(Collected data)
^^^^^^^^

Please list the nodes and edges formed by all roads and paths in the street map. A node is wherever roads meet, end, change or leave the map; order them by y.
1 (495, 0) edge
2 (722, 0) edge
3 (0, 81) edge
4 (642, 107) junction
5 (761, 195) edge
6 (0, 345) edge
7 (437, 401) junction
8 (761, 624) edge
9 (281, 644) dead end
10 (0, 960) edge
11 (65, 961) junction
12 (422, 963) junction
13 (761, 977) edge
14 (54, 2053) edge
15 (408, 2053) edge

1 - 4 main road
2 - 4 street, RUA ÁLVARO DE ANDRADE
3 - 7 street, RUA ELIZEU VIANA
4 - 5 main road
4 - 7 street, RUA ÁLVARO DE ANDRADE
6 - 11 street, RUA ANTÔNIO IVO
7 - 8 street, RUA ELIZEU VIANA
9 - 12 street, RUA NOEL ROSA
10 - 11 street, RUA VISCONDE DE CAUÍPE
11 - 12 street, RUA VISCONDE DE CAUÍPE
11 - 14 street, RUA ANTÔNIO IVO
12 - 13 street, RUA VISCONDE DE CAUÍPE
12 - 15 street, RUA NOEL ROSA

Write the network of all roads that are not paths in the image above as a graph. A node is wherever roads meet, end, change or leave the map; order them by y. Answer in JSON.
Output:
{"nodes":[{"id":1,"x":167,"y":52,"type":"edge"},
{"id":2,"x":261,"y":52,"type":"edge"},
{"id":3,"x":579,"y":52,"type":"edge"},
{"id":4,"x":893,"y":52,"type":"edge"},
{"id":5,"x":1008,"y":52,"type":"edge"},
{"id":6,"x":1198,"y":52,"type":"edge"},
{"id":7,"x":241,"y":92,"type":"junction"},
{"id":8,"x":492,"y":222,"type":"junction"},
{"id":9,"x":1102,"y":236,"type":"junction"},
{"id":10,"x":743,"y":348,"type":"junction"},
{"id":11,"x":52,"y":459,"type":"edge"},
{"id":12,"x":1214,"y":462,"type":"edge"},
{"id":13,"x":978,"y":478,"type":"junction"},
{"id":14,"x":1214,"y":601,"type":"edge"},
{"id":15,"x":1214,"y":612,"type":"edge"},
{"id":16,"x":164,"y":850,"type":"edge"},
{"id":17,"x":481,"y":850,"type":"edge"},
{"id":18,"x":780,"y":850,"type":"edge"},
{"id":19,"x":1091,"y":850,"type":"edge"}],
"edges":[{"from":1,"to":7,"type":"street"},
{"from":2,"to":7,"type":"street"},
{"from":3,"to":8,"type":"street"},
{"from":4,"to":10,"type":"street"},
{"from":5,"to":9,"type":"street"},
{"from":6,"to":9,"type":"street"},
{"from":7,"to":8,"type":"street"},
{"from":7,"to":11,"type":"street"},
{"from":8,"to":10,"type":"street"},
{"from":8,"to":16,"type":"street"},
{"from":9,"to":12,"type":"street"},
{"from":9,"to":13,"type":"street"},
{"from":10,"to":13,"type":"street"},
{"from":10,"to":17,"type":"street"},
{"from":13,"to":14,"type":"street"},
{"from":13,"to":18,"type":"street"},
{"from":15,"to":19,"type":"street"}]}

^^^^^^^^

**YOUR ASSIGNMENT**
When a line above includes the word "VISCONDE", please list that line.

**EXERCISE OUTPUT**
10 - 11 street, RUA VISCONDE DE CAUÍPE
11 - 12 street, RUA VISCONDE DE CAUÍPE
12 - 13 street, RUA VISCONDE DE CAUÍPE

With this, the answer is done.